Moviegoers that find a thrill out of legal dramas with witty dialogue and a focus on civil rights; this will be an especially memorable film if you enjoy films that are based on true stories.


Today marks the first of 8 days of daily Academy Award posts! I will posting reviews of all of the Best Picture nominees leading up to Hollywood’s biggest night: The Oscars. Now, I’ve said it once and I’ll say it again: Sacha Baron Cohen is one of the most underrated actors working today. Baron Cohen fully commits to every role he plays and is deservedly nominated for the Academy Award for Best Supporting Actor, so it’s nice to finally see him get the credit he deserves. That’s not the only Oscar that this film is nominated for… The Trial of the Chicago 7 (2020) is also nominated for Best Picture, Best Original Screenplay, Best Cinematography, Best Original Song, and Best Film Editing. The film is tied for second-most Academy Award nominations with a total of six. Accolades aside, the film is a powerful addition to the set of recent movies tackling civil rights, historical injustices, and abuse of political power. This movie is an example of the progress, or lack thereof, since the events that this film depicts over half a century ago.
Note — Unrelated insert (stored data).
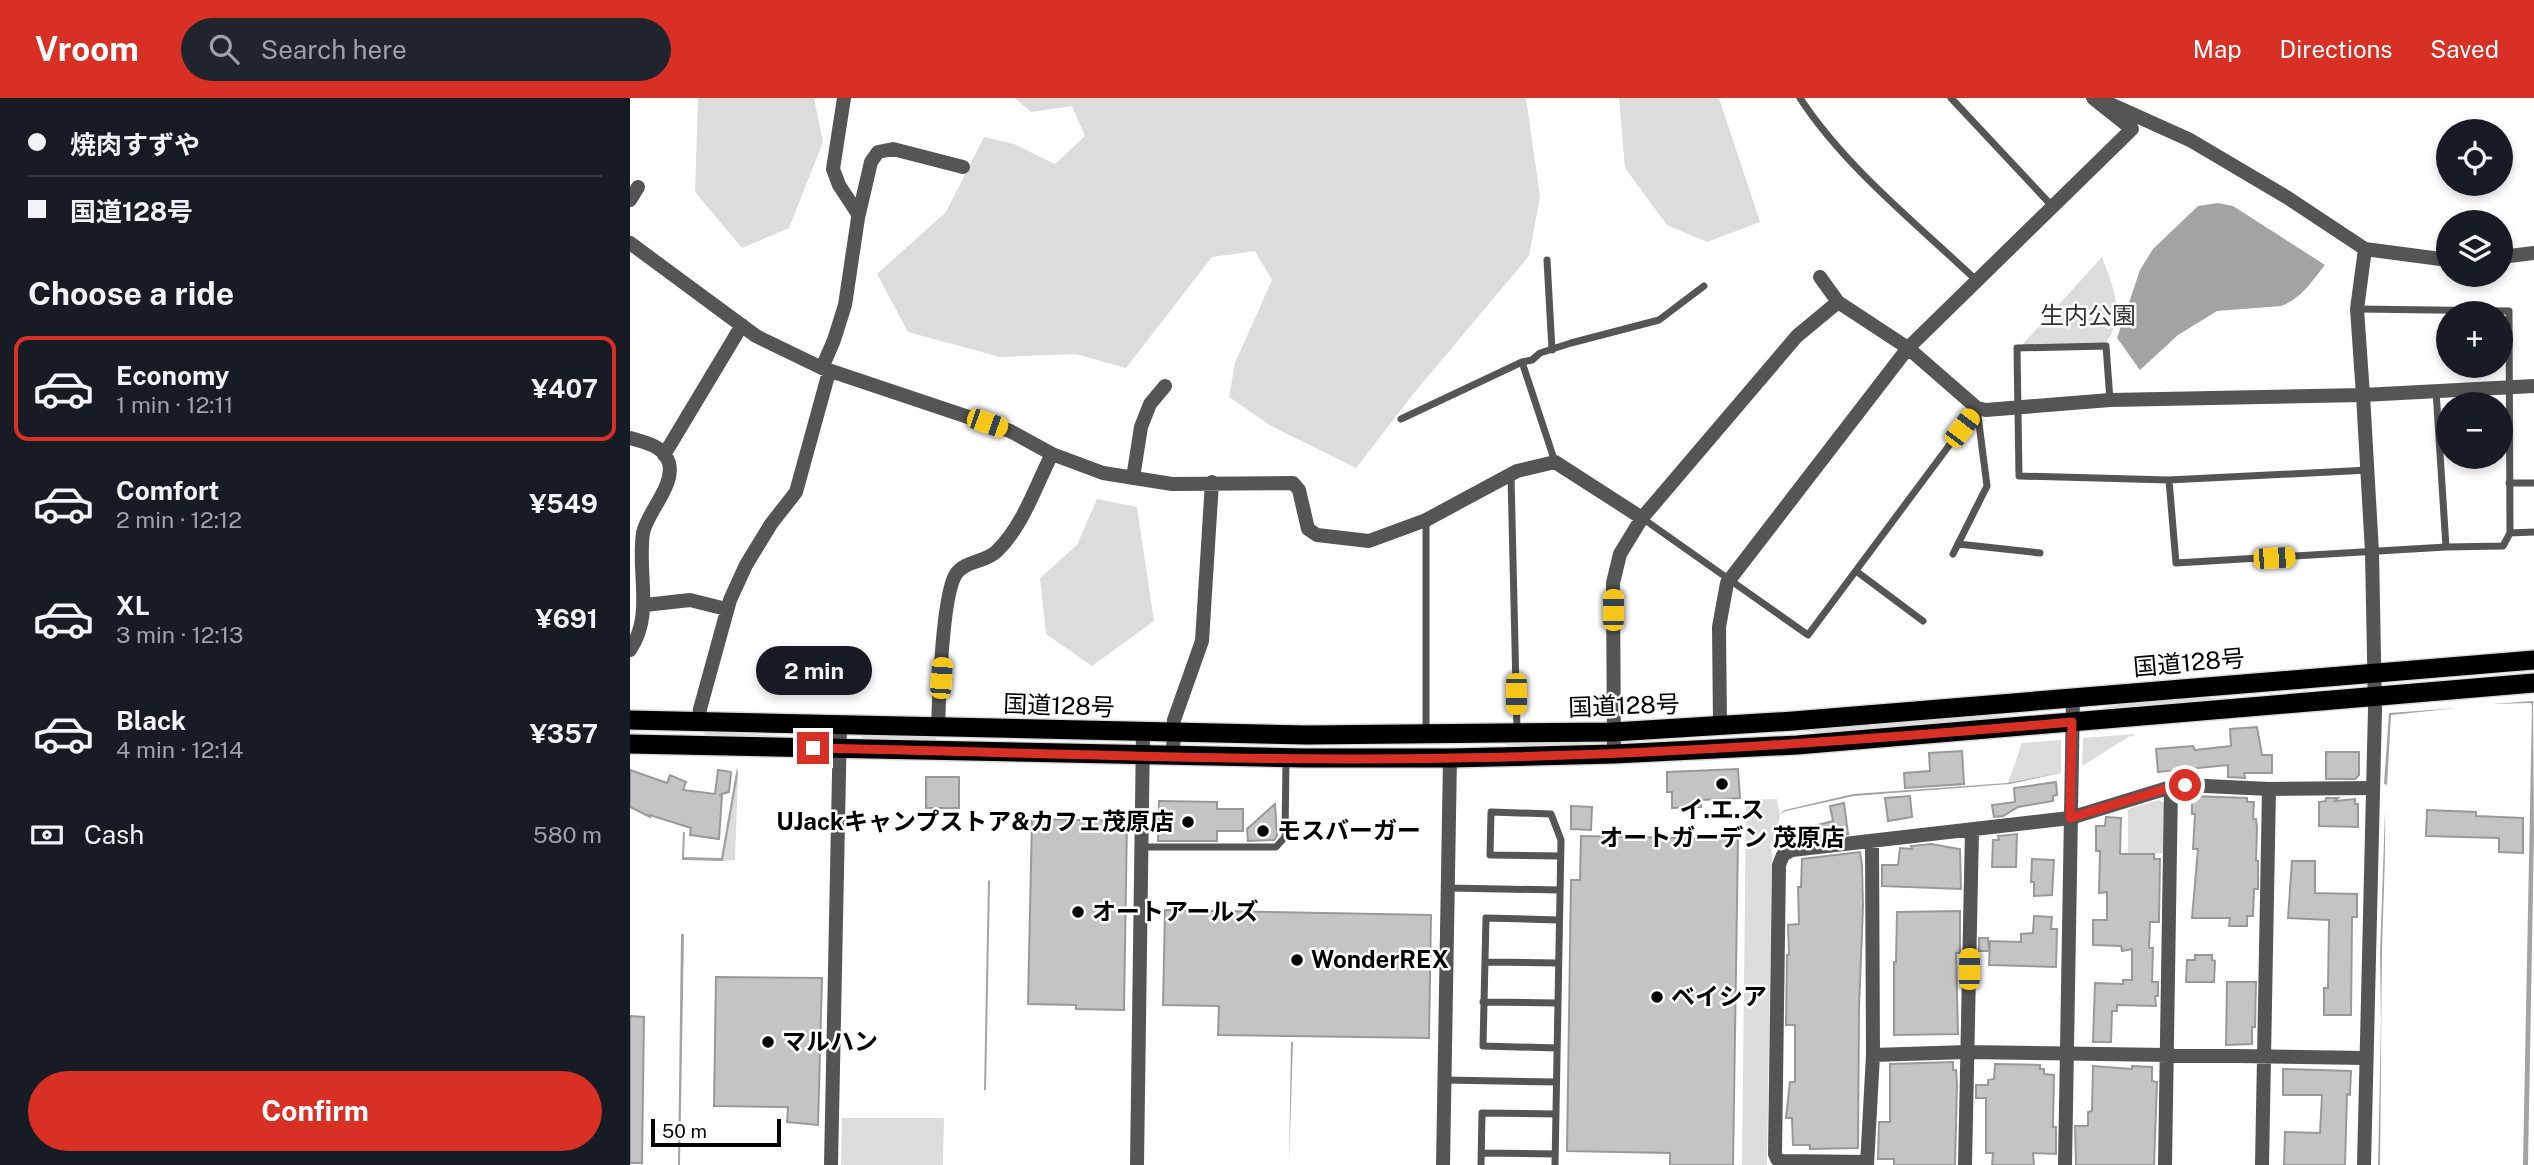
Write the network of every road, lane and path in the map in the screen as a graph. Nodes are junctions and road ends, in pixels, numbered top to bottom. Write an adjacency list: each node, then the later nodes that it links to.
1 (844, 98): 10 (street)
2 (1811, 98): 5 (lane)
3 (1951, 98): 9 (lane)
4 (2095, 98): 9 (street); 12 (street)
5 (1802, 101): 18 (lane)
6 (963, 167): 10 (street)
7 (638, 187): 8 (street)
8 (630, 200)
9 (2053, 207): 18 (street)
10 (859, 214): 26 (street)
11 (630, 243): 22 (street)
12 (2365, 249): 15 (street); 21 (street)
13 (2534, 253): 14 (street)
14 (2513, 256)
15 (2436, 258)
16 (1547, 260): 24 (lane)
17 (1820, 277): 20 (street)
18 (1976, 280): 23 (street)
19 (1704, 286): 24 (lane)
20 (1838, 302): 23 (street); 47 (street)
21 (2357, 309): 29 (lane); 31 (street)
22 (742, 325): 26 (street); 38 (street)
23 (1908, 348): 34 (street); 57 (street)
24 (1552, 349): 25 (lane)
25 (1522, 362): 35 (lane); 39 (lane)
26 (826, 370): 37 (street); 59 (street)
27 (1165, 386): 42 (street)
28 (2534, 386): 29 (street)
29 (2508, 388): 30 (street); 45 (lane)
30 (2436, 391): 31 (street); 52 (lane)
31 (2362, 395): 32 (street); 40 (street)
32 (2110, 400): 33 (street); 33 (lane)
33 (2018, 407): 34 (street); 43 (lane)
34 (1977, 408): 51 (lane); 56 (lane)
35 (1402, 419)
36 (630, 438): 38 (street)
37 (1052, 454): 42 (street); 72 (street)
38 (664, 455): 58 (street)
39 (1555, 462): 41 (street); 47 (street)
40 (2368, 470): 43 (lane); 53 (street)
41 (1511, 475): 48 (street); 76 (lane)
42 (1133, 478): 44 (street)
43 (2169, 480): 53 (lane)
44 (1212, 482): 48 (street); 75 (street)
45 (2510, 483): 46 (lane); 49 (lane)
46 (2534, 483)
47 (1643, 518): 57 (lane); 73 (street)
48 (1426, 520): 77 (lane)
49 (2510, 533): 50 (lane); 52 (lane)
50 (2534, 533)
51 (1958, 544): 54 (lane); 55 (lane)
52 (2446, 547): 53 (lane)
53 (2372, 552): 63 (street)
54 (2040, 553)
55 (1953, 554)
56 (1856, 571): 57 (lane); 60 (lane)
57 (1730, 580): 71 (street)
58 (645, 605): 59 (street); 61 (street)
59 (726, 610): 68 (street)
60 (1923, 621)
61 (630, 650)
62 (2534, 660): 63 (highway, 国道128号)
63 (2375, 673): 65 (street); 66 (highway, 国道128号)
64 (2534, 683): 65 (highway, 国道128号)
65 (2375, 695): 69 (highway, 国道128号); 86 (street)
66 (2073, 697): 69 (street); 71 (highway, 国道128号)
67 (630, 720): 68 (highway, 国道128号)
68 (699, 722): 70 (highway, 国道128号)
69 (2072, 722): 80 (highway, 国道128号); 88 (street)
70 (840, 725): 72 (highway, 国道128号); 79 (street)
71 (1720, 726): 73 (highway, 国道128号)
72 (938, 727): 74 (highway, 国道128号)
73 (1613, 732): 76 (highway, 国道128号); 80 (street)
74 (1143, 733): 75 (highway, 国道128号); 81 (street)
75 (1172, 733): 77 (highway, 国道128号); 82 (street)
76 (1517, 734): 77 (highway, 国道128号)
77 (1426, 735)
78 (630, 744): 79 (highway, 国道128号)
79 (839, 749): 81 (highway, 国道128号); 113 (street)
80 (1614, 754): 84 (highway, 国道128号)
81 (1142, 755): 82 (highway, 国道128号); 91 (street)
82 (1173, 756): 83 (highway, 国道128号)
83 (1286, 758): 84 (highway, 国道128号); 91 (lane)
84 (1450, 758): 93 (street)
85 (2171, 787): 87 (street); 88 (street); 104 (street)
86 (2373, 788): 87 (street); 106 (street)
87 (2269, 789): 105 (street)
88 (2070, 818): 89 (street); 102 (street)
89 (1972, 830): 90 (street); 101 (street)
90 (1872, 841): 103 (street); 112 (street)
91 (1141, 847): 114 (street)
92 (1560, 856): 92 (lane); 94 (lane)
93 (1448, 888): 94 (lane); 107 (street)
94 (1559, 890): 95 (lane)
95 (1558, 920): 96 (lane); 97 (lane)
96 (1485, 962): 97 (lane); 98 (lane)
97 (1558, 963): 99 (lane)
98 (1483, 1002): 99 (lane); 100 (lane)
99 (1557, 1003): 100 (lane)
100 (1557, 1048): 108 (lane)
101 (1967, 1052): 102 (street); 103 (street); 118 (street)
102 (2067, 1054): 104 (street); 119 (street)
103 (1873, 1055): 112 (street)
104 (2168, 1055): 105 (street); 120 (street)
105 (2265, 1058): 106 (street); 121 (street)
106 (2366, 1058): 122 (street)
107 (1445, 1080): 108 (lane); 115 (street)
108 (1556, 1082): 109 (lane)
109 (1556, 1114): 110 (lane); 111 (lane)
110 (1481, 1153): 111 (lane); 116 (lane)
111 (1555, 1154): 117 (lane)
112 (1867, 1163)
113 (831, 1165)
114 (1137, 1165)
115 (1443, 1165)
116 (1481, 1165)
117 (1555, 1165)
118 (1965, 1165)
119 (2064, 1165)
120 (2165, 1165)
121 (2262, 1165)
122 (2364, 1165)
It’s more than unfortunate to see so many parallels between now and then when it comes to suppressing the right to protest, silencing black voices, and police brutality. Yet, the film also beautifully puts the right to protest on a pedestal in a way that is entirely relevant while we have the ongoing Black Lives Matter movement fresh in our memory. The film has the skeleton of a typical legal drama, courtesy of writer-director Aaron Sorkin’s expertise in the genre with a filmography that includes A Few Good Men (1992), The Social Network (2010), and Molly’s Game (2017). Yet, this film is anything but typical and uses powerful dialogue and imagery to interpret the events of the 1968 trial. Sorkin takes some liberties with certain events in his interpretation in order to fit them more nicely into his narrative. So, the film isn’t meant to be taken as gospel, but it manages to get the message across: stick by what you believe in and democracy will prevail. In thee end, The Trial of the Chicago 7 (2020) is one of the strongest candidates for Best Picture as a thoroughly entertaining and empowering cinematic experience that is worth watching more than once.

Sign Up For Updates!

Never miss the opportunity to learn a moral from film, television, and video games again! Submit your name and e-mail to receive updates whenever a new post is published!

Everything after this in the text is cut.